Pour les professionnels, distinguer flexibilité et liberté. Voici un message vital – littéralement – adressé à celles et ceux qui accélèrent aujourd’hui dans le travail hybride. Pour éviter que la lune de miel ne se termine en cauchemar, il faut intégrer que flexibilité n’est pas liberté, bien au contraire. La flexibilité rendue possible par les offres de transports et la technologie peut rapidement devenir aliénante. Il faut s’aménager des poches de liberté, des sas de décompression dès que possible. Instaurer des rituels pour se recentrer, ne pas ajouter du stress au stress du fait des contraintes de transports, observer pour mieux s’adapter.

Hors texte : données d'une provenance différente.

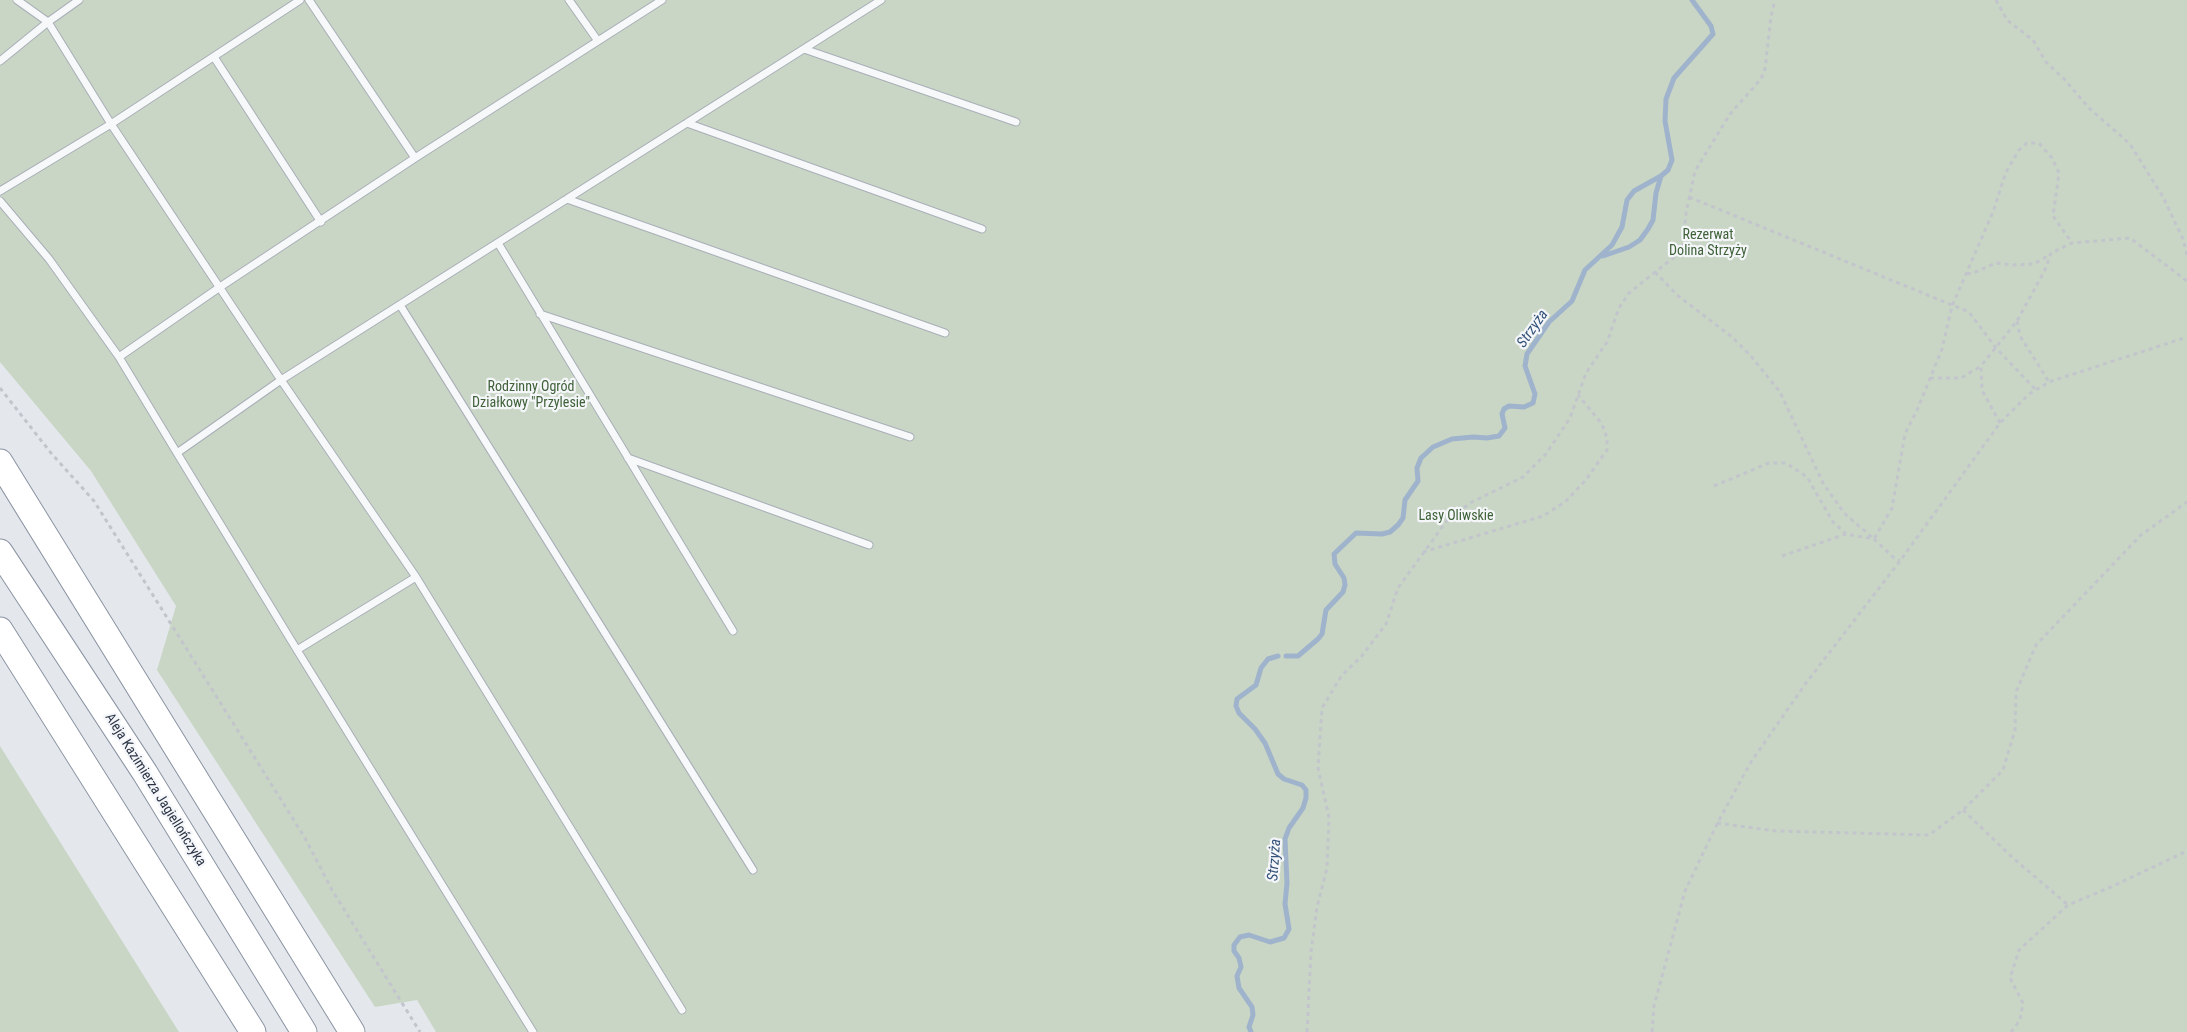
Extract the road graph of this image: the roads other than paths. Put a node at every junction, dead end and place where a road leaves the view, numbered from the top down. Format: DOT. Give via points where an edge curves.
graph roads {
  1 [pos="17,0"];
  2 [pos="78,0"];
  3 [pos="300,0"];
  4 [pos="309,0"];
  5 [pos="569,0"];
  6 [pos="662,0"];
  7 [pos="881,0"];
  8 [pos="48,22"];
  9 [pos="598,41"];
  10 [pos="804,49"];
  11 [pos="214,57"];
  12 [pos="0,61"];
  13 [pos="1016,122"];
  14 [pos="687,123"];
  15 [pos="111,124"];
  16 [pos="415,158"];
  17 [pos="0,191"];
  18 [pos="567,199"];
  19 [pos="0,201"];
  20 [pos="321,222"];
  21 [pos="982,230"];
  22 [pos="498,243"];
  23 [pos="220,287"];
  24 [pos="400,305"];
  25 [pos="540,314"];
  26 [pos="945,333"];
  27 [pos="119,357"];
  28 [pos="281,380"];
  29 [pos="910,436"];
  30 [pos="177,453"];
  31 [pos="628,458"];
  32 [pos="0,462"];
  33 [pos="869,545"];
  34 [pos="0,552"];
  35 [pos="416,577"];
  36 [pos="0,630"];
  37 [pos="733,631"];
  38 [pos="297,650"];
  39 [pos="753,870"];
  40 [pos="682,1010"];
  41 [pos="253,1032"];
  42 [pos="304,1032"];
  43 [pos="352,1032"];
  44 [pos="533,1032"];
  1 -- 8 [label="lane"];
  2 -- 8 [label="lane"];
  3 -- 11 [label="lane"];
  4 -- 16 [label="lane"];
  5 -- 9 [label="lane"];
  6 -- 9 [label="lane"];
  7 -- 10 [label="lane"];
  8 -- 12 [label="lane"];
  8 -- 15 [label="lane"];
  9 -- 16 [label="lane"];
  10 -- 13 [label="lane"];
  10 -- 14 [label="lane"];
  11 -- 15 [label="lane"];
  11 -- 20 [label="lane"];
  14 -- 18 [label="lane"];
  14 -- 21 [label="lane"];
  15 -- 17 [label="lane"];
  15 -- 23 [label="lane"];
  16 -- 20 [label="lane"];
  18 -- 22 [label="lane"];
  18 -- 26 [label="lane"];
  19 -- 27 [label="lane" via="49,259"];
  20 -- 23 [label="lane"];
  22 -- 24 [label="lane"];
  22 -- 25 [label="lane"];
  23 -- 27 [label="lane"];
  23 -- 28 [label="lane"];
  24 -- 28 [label="lane"];
  24 -- 39 [label="lane"];
  25 -- 29 [label="lane"];
  25 -- 31 [label="lane"];
  27 -- 30 [label="lane"];
  28 -- 30 [label="lane"];
  28 -- 35 [label="lane"];
  30 -- 38 [label="lane"];
  31 -- 33 [label="lane"];
  31 -- 37 [label="lane"];
  32 -- 43 [label="highway"];
  34 -- 42 [label="highway, Aleja Kazimierza Jagiellończyka" via="145,772"];
  35 -- 38 [label="lane"];
  35 -- 40 [label="lane"];
  36 -- 41 [label="highway"];
  38 -- 44 [label="lane"];
}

J’ai appris au fil du temps que ces moments dits « de solitude du voyageur » pouvaient devenir des moments de partage. Les salons grands voyageurs ou salles d’embarquements sont de formidables endroits pour networker ; nous sommes nombreux à voyager, les visages se décrispent et les langues se délient par habitude et récurrence, parce que nous vivons la même chose. Les retards, problèmes techniques ou encore les grèves que nous subissons au gré de nos voyages se transforment en anecdotes, en fous rires. Ce sont finalement de vraies poches de liberté.

Développement des villes moyennes

Au niveau de la France, décentraliser pour ne pas délocaliser. Enfin, le travail hybride conduit naturellement au développement des villes moyennes. Cela se heurte à une culture française encore très centralisée. Il est ainsi fondamental d’accompagner ce mouvement et renforcer le pouvoir politique, économique et symbolique de ces nouvelles aires urbaines pour une raison simple : en décloisonnant le marché des talents, le travail hybride met en concurrence des profils issus du monde entier. Si une personne habitant à Royan peut désormais travailler pour une entreprise suédoise, une entreprise française pourrait très bien employer des personnes habitant en Pologne, hautement qualifiées mais moins chères. On voit l’importance de pôles urbains forts, notamment dotés d’une bonne offre éducative, pour éviter la délocalisation virtuelle des métiers à forte valeur ajoutée.

Dans 50 ans, le travail hybride ne portera plus ce nom : il sera devenu le travail, tout simplement. Si sa généralisation est inéluctable, ses effets à long terme, qu’ils soient positifs ou négatifs, dépendent de nos efforts individuels et de notre volonté collective. À nous de nourrir cette idée neuve pour en faire un outil de transformation de l’économie et de la société.